Entendiendo el Duskismo, por Piti Hurtado

Entendiendo el Duskismo, por Piti Hurtado

Para Dusko Ivanovic dormir más de tres horas es estar muerto. Ya lo pensaba cuando llegó a Vitoria. Y el sueño mengua con los años… Finales de los 70 y comienzos de los 80, todo el que fichaba por Buducnost sabía que la pretemporada más que el entrenador, la marcaban los hermanos Ivanovic: nada de pista, a subir el monte. Y a subir a Primera Yugoslava. Sigan corriendo. Ya de veterano, con más de 28 años, Duda Ivkovic le trató de convencer para ir con la Selección a los Juegos Olímpicos de Seul’88. Dusko se negó: no había ido a la Selección con continuidad, su familia necesitaba su tiempo y él debía prepararse durante el verano. Había ganado el premio a mejor jugador del país y quería ganar Copas de Europa con la Jugoplastika. Sigan corriendo.

CIUDADES PEQUEÑAS
La década negra en su país, de Yugoslavia a Montenegro, los 90, los pasó en el tránsito de jugador a entrenador y los pasó por pequeñas ciudades, donde siempre se sintió cómodo. Posteriormente no triunfó en Barcelona, en Atenas o en Moscú. Pero es que los cortos desplazamientos de Pogdorica, Split, Girona, Friburgo, Limoges y finalmente Vitoria le han permitido tener más tiempo para el acondicionamiento físico, para preparar partidos y entrenamientos, para cultivar su afición por la lectura sobre arte e historia, para saber más sobre vino.
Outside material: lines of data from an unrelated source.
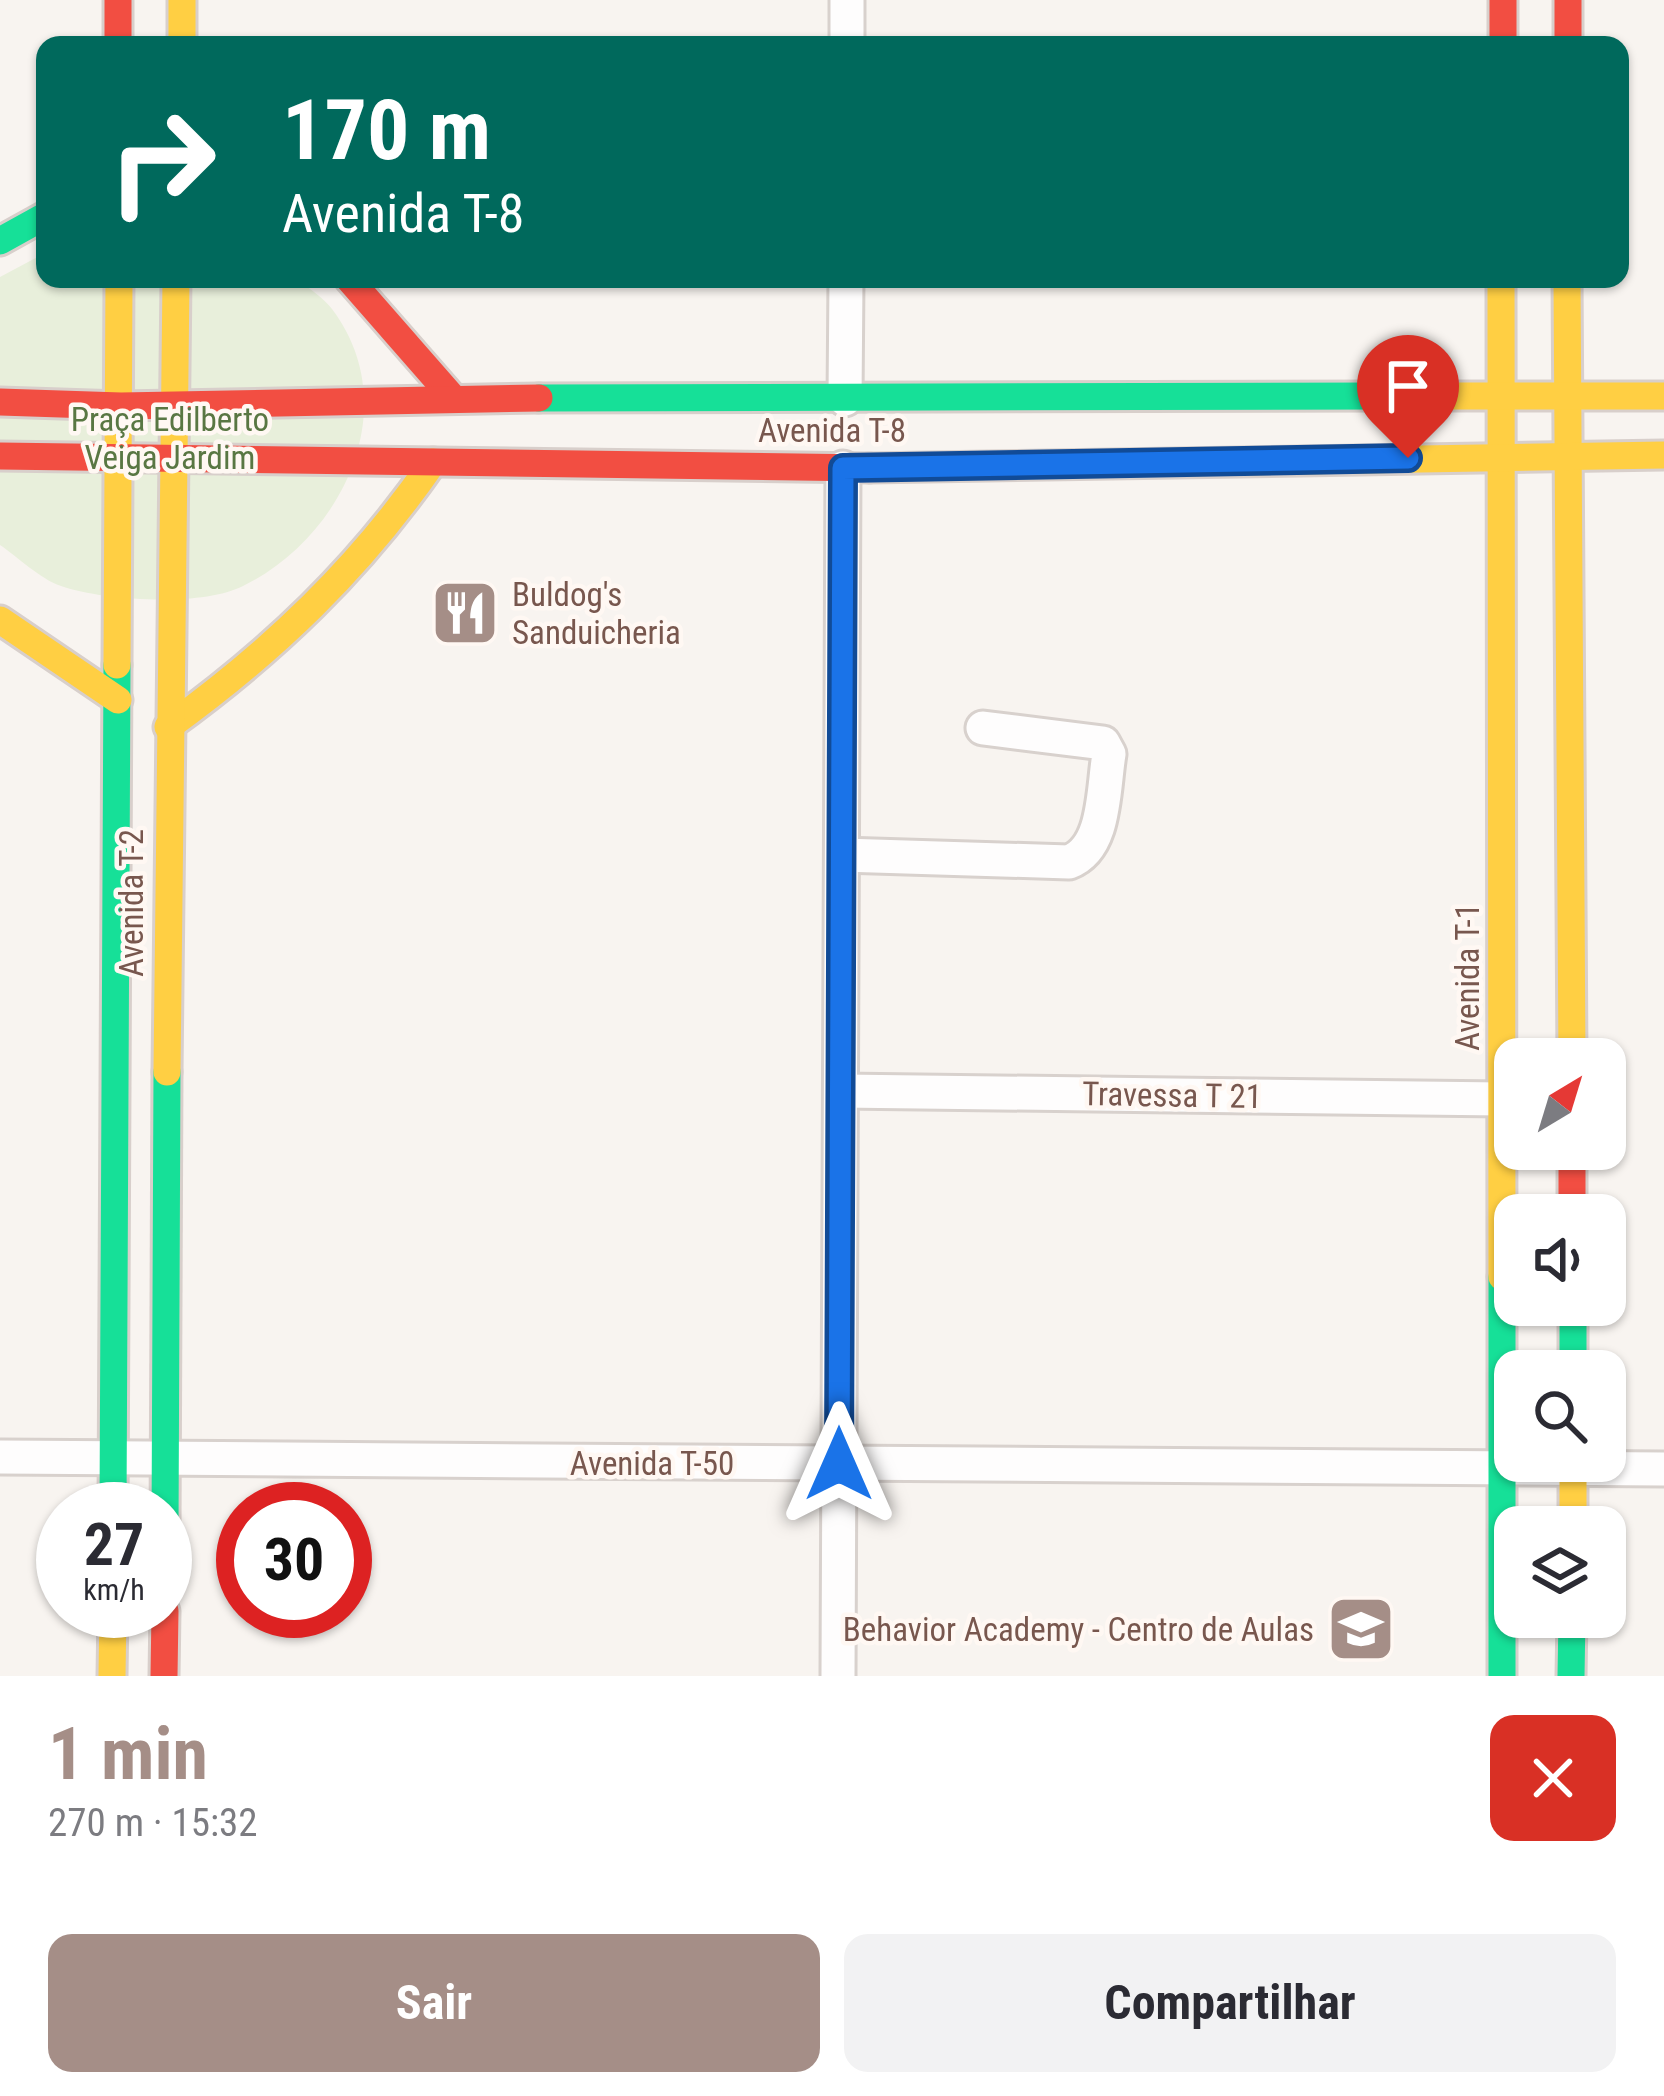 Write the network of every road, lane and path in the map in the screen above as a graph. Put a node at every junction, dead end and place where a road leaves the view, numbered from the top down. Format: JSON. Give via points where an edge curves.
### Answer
{"nodes":[{"id":1,"x":118,"y":0,"type":"edge"},
{"id":2,"x":182,"y":0,"type":"edge"},
{"id":3,"x":847,"y":0,"type":"edge"},
{"id":4,"x":1504,"y":0,"type":"edge"},
{"id":5,"x":1568,"y":0,"type":"edge"},
{"id":6,"x":118,"y":36,"type":"edge"},
{"id":7,"x":182,"y":36,"type":"edge"},
{"id":8,"x":847,"y":36,"type":"edge"},
{"id":9,"x":1503,"y":36,"type":"edge"},
{"id":10,"x":1568,"y":36,"type":"edge"},
{"id":11,"x":36,"y":221,"type":"edge"},
{"id":12,"x":0,"y":241,"type":"edge"},
{"id":13,"x":119,"y":288,"type":"edge"},
{"id":14,"x":176,"y":288,"type":"edge"},
{"id":15,"x":357,"y":288,"type":"edge"},
{"id":16,"x":846,"y":288,"type":"edge"},
{"id":17,"x":1501,"y":288,"type":"edge"},
{"id":18,"x":1567,"y":288,"type":"edge"},
{"id":19,"x":1567,"y":395,"type":"junction"},
{"id":20,"x":1664,"y":396,"type":"edge"},
{"id":21,"x":453,"y":398,"type":"junction"},
{"id":22,"x":1500,"y":398,"type":"junction"},
{"id":23,"x":845,"y":399,"type":"junction"},
{"id":24,"x":0,"y":402,"type":"edge"},
{"id":25,"x":171,"y":404,"type":"junction"},
{"id":26,"x":122,"y":406,"type":"junction"},
{"id":27,"x":1569,"y":454,"type":"junction"},
{"id":28,"x":1664,"y":455,"type":"edge"},
{"id":29,"x":0,"y":456,"type":"edge"},
{"id":30,"x":171,"y":456,"type":"junction"},
{"id":31,"x":1502,"y":457,"type":"junction"},
{"id":32,"x":120,"y":458,"type":"junction"},
{"id":33,"x":433,"y":462,"type":"junction"},
{"id":34,"x":843,"y":468,"type":"junction"},
{"id":35,"x":0,"y":620,"type":"edge"},
{"id":36,"x":118,"y":700,"type":"junction"},
{"id":37,"x":168,"y":728,"type":"junction"},
{"id":38,"x":982,"y":728,"type":"dead end"},
{"id":39,"x":842,"y":855,"type":"junction"},
{"id":40,"x":1503,"y":1038,"type":"edge"},
{"id":41,"x":1572,"y":1038,"type":"edge"},
{"id":42,"x":842,"y":1091,"type":"junction"},
{"id":43,"x":1494,"y":1099,"type":"edge"},
{"id":44,"x":1503,"y":1170,"type":"edge"},
{"id":45,"x":1503,"y":1350,"type":"edge"},
{"id":46,"x":0,"y":1457,"type":"edge"},
{"id":47,"x":113,"y":1459,"type":"junction"},
{"id":48,"x":165,"y":1460,"type":"junction"},
{"id":49,"x":839,"y":1464,"type":"junction"},
{"id":50,"x":1626,"y":1467,"type":"edge"},
{"id":51,"x":1494,"y":1468,"type":"edge"},
{"id":52,"x":1664,"y":1469,"type":"edge"},
{"id":53,"x":113,"y":1482,"type":"edge"},
{"id":54,"x":165,"y":1482,"type":"edge"},
{"id":55,"x":1503,"y":1482,"type":"edge"},
{"id":56,"x":112,"y":1638,"type":"edge"},
{"id":57,"x":165,"y":1638,"type":"edge"},
{"id":58,"x":1572,"y":1638,"type":"edge"},
{"id":59,"x":112,"y":1676,"type":"edge"},
{"id":60,"x":164,"y":1676,"type":"edge"},
{"id":61,"x":838,"y":1676,"type":"edge"},
{"id":62,"x":1502,"y":1676,"type":"edge"},
{"id":63,"x":1571,"y":1676,"type":"edge"}],
"edges":[{"from":1,"to":6,"type":"main road"},
{"from":2,"to":7,"type":"main road"},
{"from":3,"to":8,"type":"street"},
{"from":4,"to":9,"type":"main road"},
{"from":5,"to":10,"type":"main road"},
{"from":11,"to":12,"type":"main road"},
{"from":13,"to":26,"type":"main road","name":"Avenida T-2"},
{"from":14,"to":25,"type":"main road","name":"Avenida T-2"},
{"from":15,"to":21,"type":"main road"},
{"from":16,"to":23,"type":"street"},
{"from":17,"to":22,"type":"main road","name":"Avenida T-1"},
{"from":18,"to":19,"type":"main road"},
{"from":19,"to":20,"type":"main road","name":"Avenida T-8"},
{"from":19,"to":22,"type":"main road","name":"Avenida T-8"},
{"from":19,"to":27,"type":"main road"},
{"from":21,"to":23,"type":"main road","name":"Avenida T-8"},
{"from":21,"to":25,"type":"main road","name":"Avenida T-8"},
{"from":22,"to":23,"type":"main road","name":"Avenida T-8"},
{"from":22,"to":31,"type":"main road","name":"Avenida T-1"},
{"from":24,"to":26,"type":"main road","name":"Avenida T-8"},
{"from":25,"to":26,"type":"main road","name":"Avenida T-8"},
{"from":25,"to":30,"type":"main road","name":"Avenida T-2"},
{"from":26,"to":32,"type":"main road","name":"Avenida T-2"},
{"from":27,"to":28,"type":"main road","name":"Avenida T-8"},
{"from":27,"to":31,"type":"main road","name":"Avenida T-8"},
{"from":27,"to":41,"type":"main road"},
{"from":29,"to":32,"type":"main road","name":"Avenida T-8"},
{"from":30,"to":32,"type":"main road","name":"Avenida T-8"},
{"from":30,"to":33,"type":"main road","name":"Avenida T-8"},
{"from":30,"to":37,"type":"main road","name":"Avenida T-2"},
{"from":31,"to":34,"type":"main road","name":"Avenida T-8"},
{"from":31,"to":40,"type":"main road","name":"Avenida T-1"},
{"from":32,"to":36,"type":"main road","name":"Avenida T-2"},
{"from":33,"to":34,"type":"main road","name":"Avenida T-8"},
{"from":33,"to":37,"type":"main road","via":[[387,532],[311,618]]},
{"from":34,"to":39,"type":"street"},
{"from":35,"to":36,"type":"main road"},
{"from":36,"to":47,"type":"main road","name":"Avenida T-2"},
{"from":37,"to":48,"type":"main road","name":"Avenida T-2"},
{"from":38,"to":39,"type":"street","via":[[1103,743],[1109,754],[1096,835],[1082,857]]},
{"from":39,"to":42,"type":"street"},
{"from":42,"to":43,"type":"street","name":"Travessa T 21"},
{"from":42,"to":49,"type":"street"},
{"from":44,"to":45,"type":"main road","name":"Avenida T-1"},
{"from":46,"to":47,"type":"street","name":"Avenida T-50"},
{"from":47,"to":48,"type":"street","name":"Avenida T-50"},
{"from":47,"to":53,"type":"main road","name":"Avenida T-2"},
{"from":48,"to":49,"type":"street","name":"Avenida T-50"},
{"from":48,"to":54,"type":"main road","name":"Avenida T-2"},
{"from":49,"to":51,"type":"street","name":"Avenida T-50"},
{"from":49,"to":61,"type":"street"},
{"from":50,"to":52,"type":"street","name":"Avenida T-50"},
{"from":55,"to":62,"type":"main road","name":"Avenida T-1"},
{"from":56,"to":59,"type":"main road"},
{"from":57,"to":60,"type":"main road"},
{"from":58,"to":63,"type":"main road"}]}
A Dusko Ivanovic le trae a España Alfred Julbe, al Valvi Girona, y lo usa como escolta anotador (tiene que reconvertir su tiro de media a triplista) y también como base. Líder no vocal, sino con el ejemplo y la actitud ganadora en cada gesto, en cada calentamiento, en cada detalle. Con una grave lesión de espalda, poca idea de español e inglés, su primer apoyo fue el preparador físico chileno, Julio Salamanca, al que arrastraba a jornada continuas de entrenamiento, se juntaba la mañana con la tarde. Lo extra duraba más que lo obligatorio. Sigan corriendo.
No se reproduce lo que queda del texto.